§ Work task:
Go through the data and report each line that holds the string "down".

[Start of section]

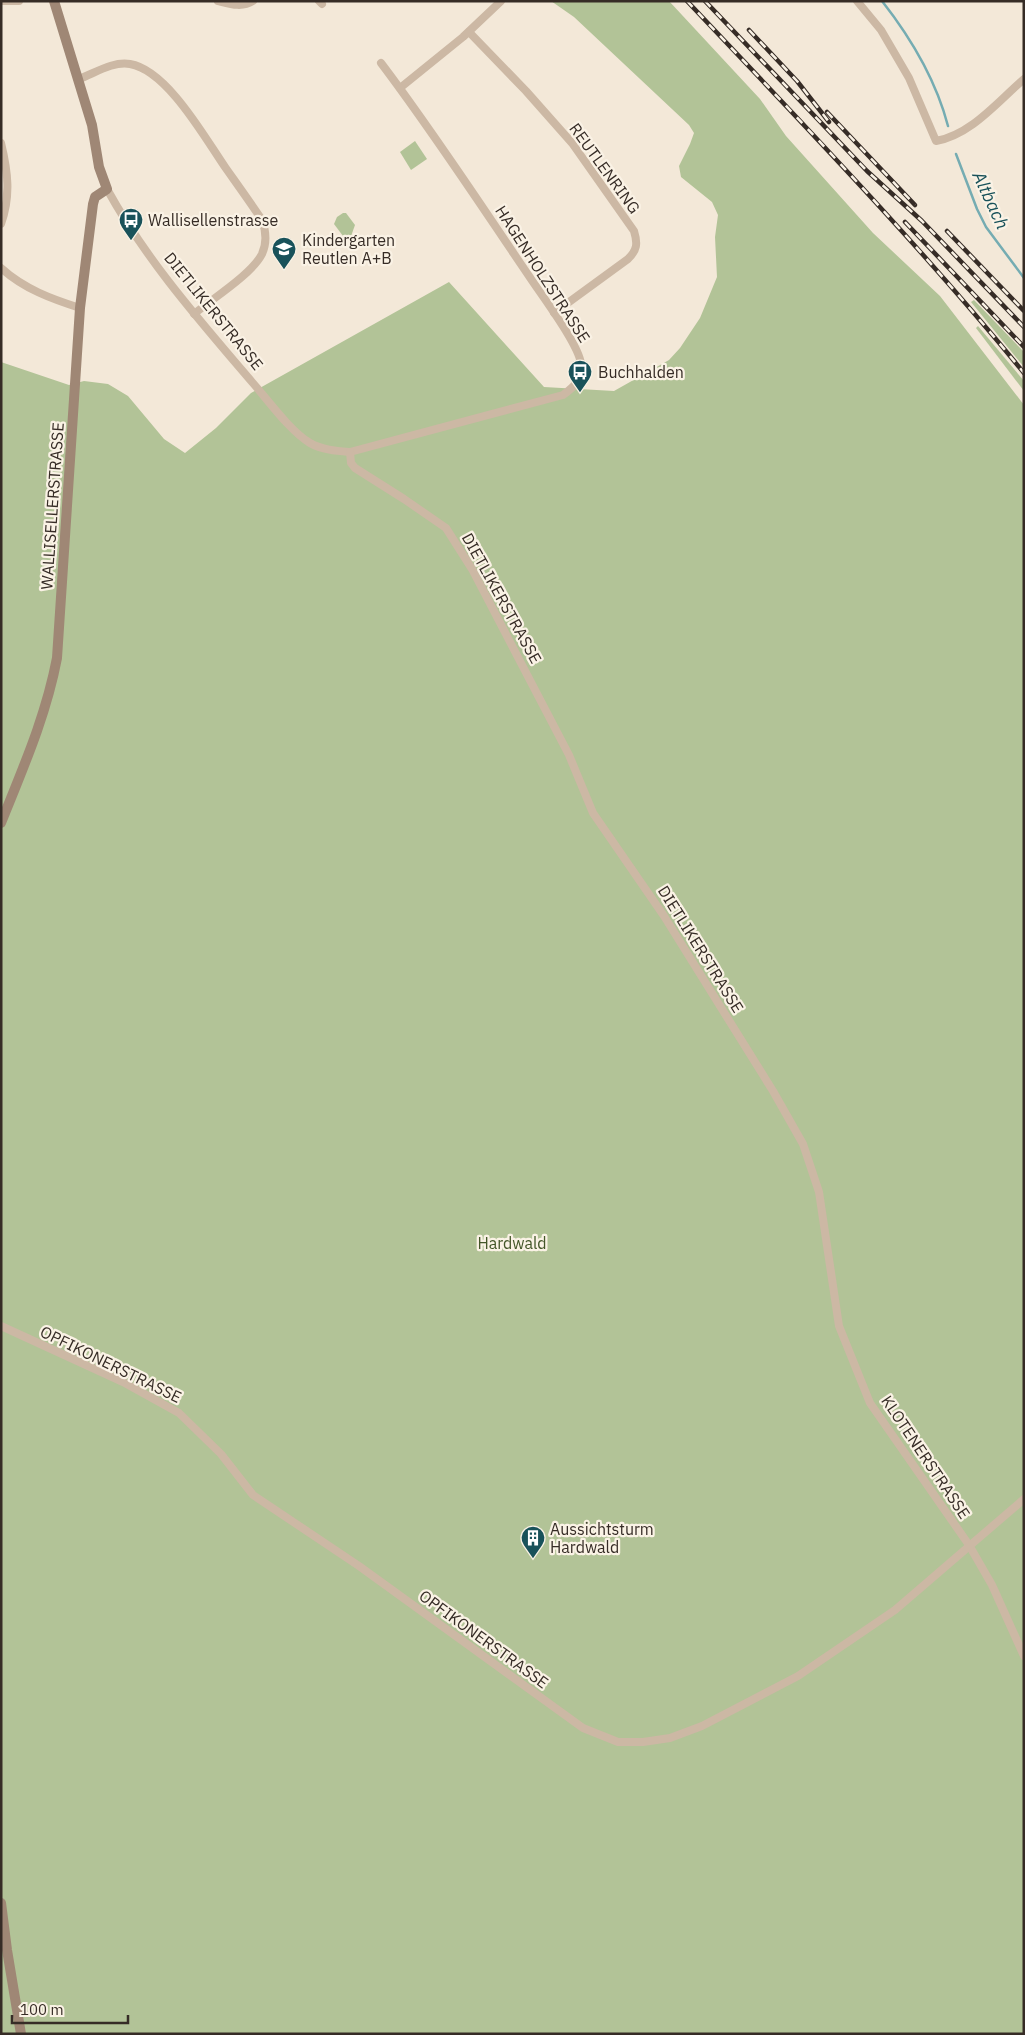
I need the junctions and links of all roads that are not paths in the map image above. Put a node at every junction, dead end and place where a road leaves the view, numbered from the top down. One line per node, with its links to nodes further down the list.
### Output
1 (3, 1): 2 (street)
2 (19, 1)
3 (54, 1): 10 (street, DIETLIKERSTRASSE)
4 (218, 1): 5 (street)
5 (253, 1)
6 (501, 1): 8 (street)
7 (857, 1): 11 (street)
8 (469, 32): 12 (street); 18 (street, REUTLENRING)
9 (381, 63): 12 (street, HAGENHOLZSTRASSE)
10 (79, 79): 14 (street, DIETLIKERSTRASSE); 19 (street)
11 (1024, 79)
12 (400, 88): 18 (street, HAGENHOLZSTRASSE)
13 (1, 143): 15 (street)
14 (107, 189): 17 (street, WALLISELLERSTRASSE); 19 (street, DIETLIKERSTRASSE)
15 (1, 224)
16 (1, 268): 17 (street)
17 (80, 308): 21 (street, WALLISELLERSTRASSE)
18 (554, 313): 20 (street, HAGENHOLZSTRASSE)
19 (194, 314): 20 (street, DIETLIKERSTRASSE)
20 (350, 452): 22 (street, DIETLIKERSTRASSE)
21 (1, 823)
22 (826, 1235): 25 (street, KLOTENERSTRASSE)
23 (1, 1326): 25 (street, OPFIKONERSTRASSE)
24 (1024, 1499): 25 (street, OPFIKONERSTRASSE)
25 (969, 1545): 26 (street, KLOTENERSTRASSE)
26 (1024, 1656)
27 (1, 1903): 28 (street)
28 (21, 2034)

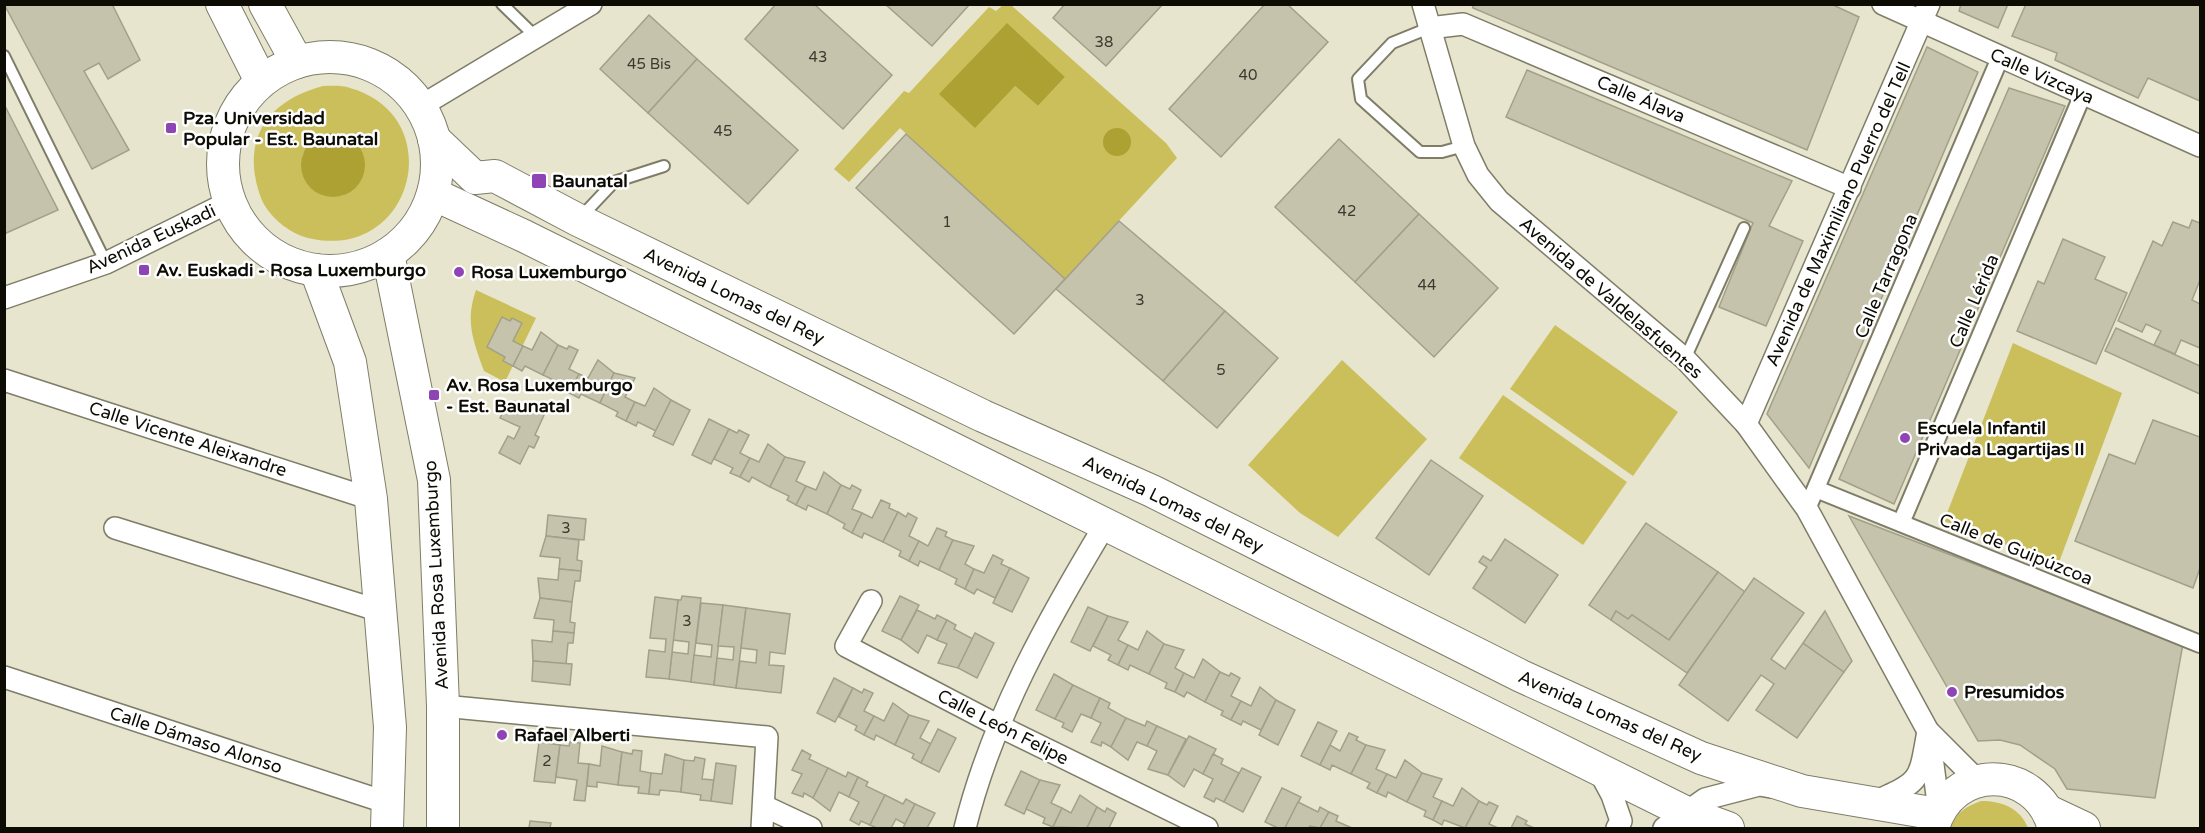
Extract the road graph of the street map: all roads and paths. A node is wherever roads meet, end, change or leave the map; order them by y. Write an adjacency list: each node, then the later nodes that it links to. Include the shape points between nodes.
1 (222, 4): 13 (main road)
2 (265, 4): 12 (main road)
3 (501, 4): 9 (lane)
4 (591, 4): 9 (street)
5 (1423, 4): 8 (street, Avenida de Valdelasfuentes)
6 (1883, 4): 7 (street, Calle Vizcaya)
7 (1926, 13): 11 (street, Calle Vizcaya); 20 (street, Avenida de Maximiliano Puerro del Tell)
8 (1429, 28): 17 (street, Avenida de Valdelasfuentes); 17 (lane, via 1392,43 1358,79 1361,99 1420,152); 20 (street, Calle Álava, via 1463,24)
9 (537, 38): 15 (street)
10 (4, 56): 26 (lane)
11 (2001, 58): 14 (street, Calle Vizcaya); 32 (street, Calle Tarragona)
12 (297, 62): 13 (main road); 15 (main road, via 331,57 366,63 397,81)
13 (261, 81): 22 (main road, via 239,106 226,135 222,169)
14 (2083, 94): 18 (street, Calle Vizcaya); 35 (street, Calle Lérida)
15 (421, 106): 16 (main road)
16 (434, 140): 21 (main road, via 437,167); 23 (main road, Avenida Lomas del Rey, via 475,178 495,176)
17 (1464, 146): 29 (street, Avenida de Valdelasfuentes, via 1478,175 1498,201)
18 (2200, 146)
19 (664, 166): 23 (lane, via 614,182)
20 (1850, 188): 31 (street, Avenida de Maximiliano Puerro del Tell)
21 (433, 194): 25 (main road, via 416,229); 36 (main road)
22 (229, 202): 26 (street, Avenida Euskadi); 27 (main road, via 256,241 279,258)
23 (578, 220): 47 (main road, Avenida Lomas del Rey, via 983,416 1152,491 1521,676 1701,758)
24 (1744, 228): 29 (lane)
25 (388, 254): 27 (main road, via 353,269); 42 (main road, Avenida Rosa Luxemburgo, via 434,480)
26 (106, 263): 28 (street, Avenida Euskadi)
27 (316, 270): 33 (main road, via 350,362)
28 (4, 298)
29 (1685, 359): 31 (street, Avenida de Valdelasfuentes)
30 (4, 380): 33 (street, Calle Vicente Aleixandre)
31 (1746, 424): 34 (street, Avenida de Valdelasfuentes)
32 (1816, 489): 34 (street, Calle Tarragona); 35 (street, Calle de Guipúzcoa)
33 (371, 499): 39 (main road)
34 (1807, 508): 44 (street, Avenida de Valdelasfuentes)
35 (1901, 523): 40 (street, Calle de Guipúzcoa)
36 (1105, 525): 43 (street, via 1035,644); 45 (main road)
37 (115, 528): 39 (street)
38 (871, 602): 43 (street, Calle León Felipe, via 846,646)
39 (380, 611): 50 (main road, via 390,727)
40 (2200, 645)
41 (4, 677): 50 (street, Calle Dámaso Alonso)
42 (443, 706): 49 (street, via 767,737); 54 (main road, Avenida Rosa Luxemburgo)
43 (999, 726): 57 (street); 58 (street, Calle León Felipe)
44 (1928, 731): 46 (street); 48 (street, via 1920,775 1903,789); 51 (street)
45 (1598, 769): 53 (main road); 59 (street, via 1621,822)
46 (1977, 780): 51 (main road, via 1957,790); 52 (main road, via 2002,779 2023,786 2042,800)
47 (1802, 791): 48 (main road, Avenida Lomas del Rey); 53 (street, via 1759,785 1705,799)
48 (1872, 803): 51 (main road, Avenida Lomas del Rey)
49 (764, 806): 55 (street); 56 (street)
50 (388, 816)
51 (1936, 818)
52 (2052, 820): 61 (main road)
53 (1675, 821): 60 (main road)
54 (443, 828)
55 (762, 828)
56 (811, 828)
57 (964, 828)
58 (1208, 828)
59 (1617, 828)
60 (1727, 828)
61 (2084, 828)

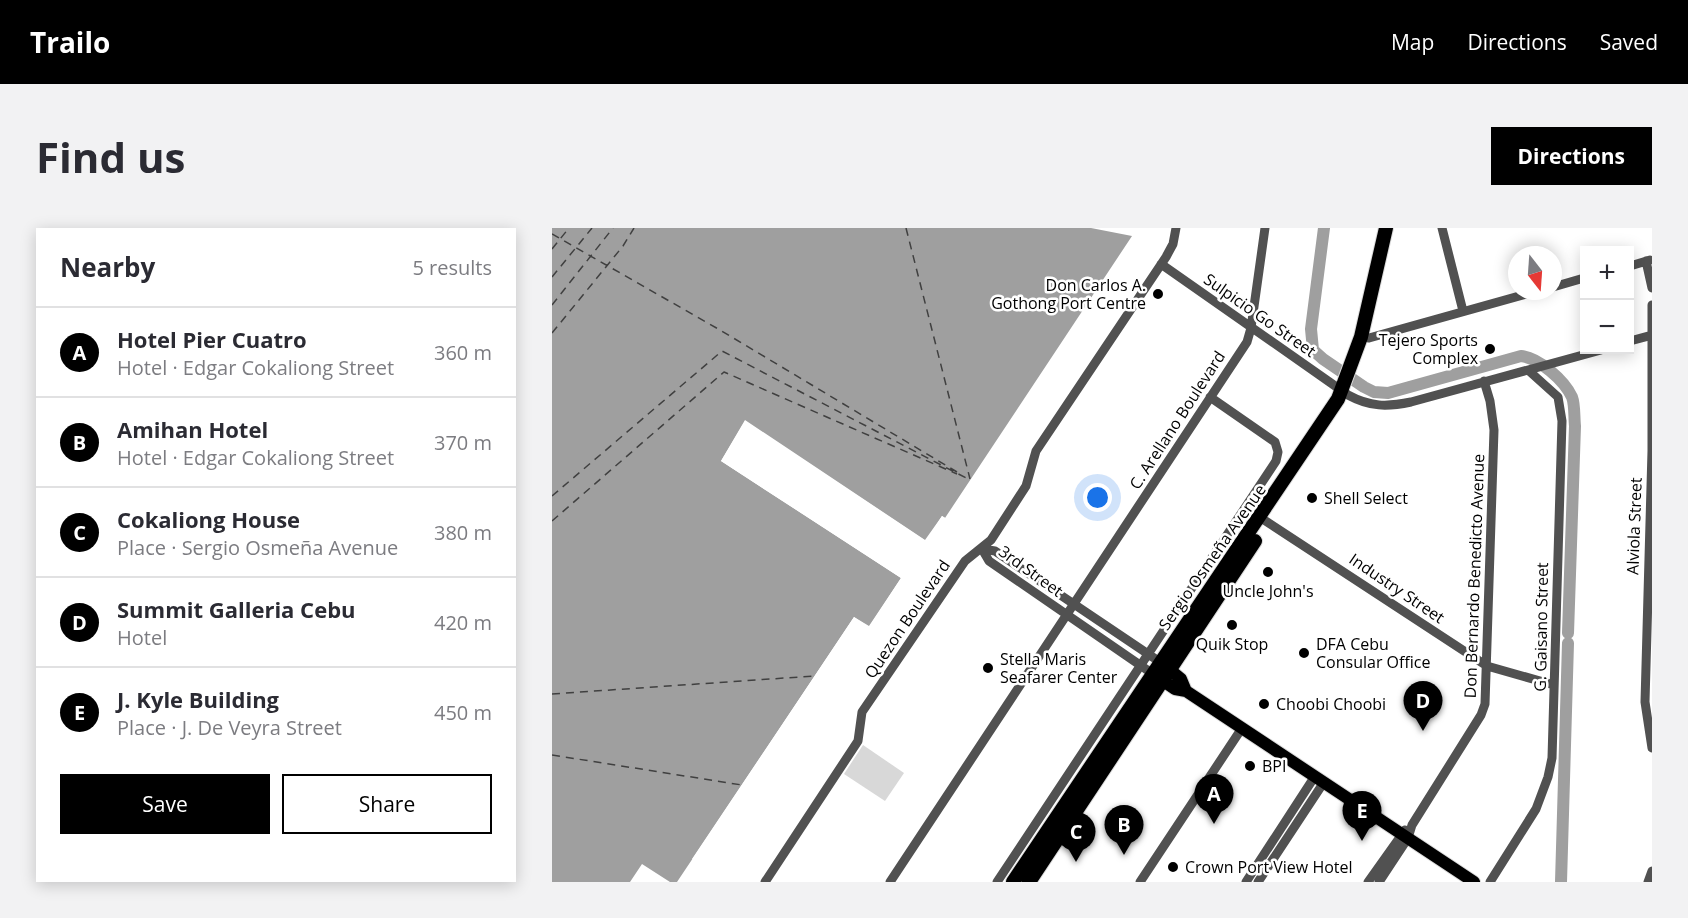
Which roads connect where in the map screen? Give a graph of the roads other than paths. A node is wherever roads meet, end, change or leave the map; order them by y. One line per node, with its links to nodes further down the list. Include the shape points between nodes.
1 (1176, 228): 7 (street, Quezon Boulevard, via 1173,244)
2 (1265, 228): 15 (street, C. Arellano Boulevard)
3 (1386, 228): 22 (highway, Sergio Osmeña Avenue)
4 (1394, 228): 17 (highway, Sergio Osmeña Avenue)
5 (1442, 228): 14 (street)
6 (1649, 260): 8 (street); 11 (street)
7 (1161, 264): 15 (street, Sulpicio Go Street); 27 (street, Quezon Boulevard, via 1036,451 1023,492)
8 (1634, 264)
9 (1580, 279): 10 (street)
10 (1562, 284)
11 (1652, 288)
12 (1508, 299): 14 (street)
13 (1652, 305): 16 (street, Alviola Street)
14 (1463, 311): 17 (street)
15 (1251, 328): 22 (street, Sulpicio Go Street); 23 (street, C. Arellano Boulevard, via 1247,342)
16 (1652, 335): 18 (street); 24 (street, Alviola Street)
17 (1369, 338): 22 (highway, Sergio Osmeña Avenue)
18 (1634, 340)
19 (1585, 354): 20 (street, Sulpicio Go Street)
20 (1532, 369): 21 (street, Sulpicio Go Street); 33 (street, G. Gaisano Street, via 1558,397 1562,421)
21 (1484, 381): 22 (street, Sulpicio Go Street, via 1389,406 1370,405); 31 (street, Don Bernardo Benedicto Avenue, via 1494,430)
22 (1350, 383): 26 (highway, Sergio Osmeña Avenue)
23 (1210, 397): 28 (street, C. Arellano Boulevard); 29 (street, via 1275,442 1278,456)
24 (1651, 432): 25 (street, Alviola Street)
25 (1651, 502): 35 (street, Alviola Street, via 1646,702)
26 (1264, 520): 31 (street, Industry Street); 32 (highway, Sergio Osmeña Avenue)
27 (982, 549): 28 (street, 3rd Street, via 988,561); 39 (street, Quezon Boulevard, via 965,561 862,712 858,741)
28 (1071, 611): 29 (street, 3rd Street); 30 (street, 3rd Street); 40 (street, C. Arellano Boulevard)
29 (1147, 654): 30 (street); 32 (street, 3rd Street)
30 (1140, 664): 32 (street, 3rd Street); 41 (street)
31 (1487, 666): 33 (street, Industry Street); 37 (street, Don Bernardo Benedicto Avenue, via 1481,715)
32 (1162, 672): 34 (main road, via 1175,689 1186,691); 42 (highway, Sergio Osmeña Avenue); 43 (highway, Sergio Osmeña Avenue)
33 (1554, 685): 50 (street, G. Gaisano Street, via 1548,777 1536,809)
34 (1242, 728): 36 (main road); 44 (street)
35 (1652, 748)
36 (1320, 779): 37 (main road); 45 (street); 46 (street)
37 (1405, 836): 47 (street); 48 (street); 49 (main road)
38 (1652, 871): 51 (street)
39 (765, 882)
40 (890, 882)
41 (996, 882)
42 (1013, 882)
43 (1029, 882)
44 (1140, 882)
45 (1246, 882)
46 (1258, 882)
47 (1368, 882)
48 (1379, 882)
49 (1474, 882)
50 (1490, 882)
51 (1648, 882)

[End of section]

§ Task response:
I need the junctions and links of all roads that are not paths in the map image above. Put a node at every junction, dead end and place where a road leaves the view, numbered from the top down. One line per node, with its links to nodes further down the list.
Which roads connect where in the map screen? Give a graph of the roads other than paths. A node is wherever roads meet, end, change or leave the map; order them by y. One line per node, with its links to nodes further down the list. Include the shape points between nodes.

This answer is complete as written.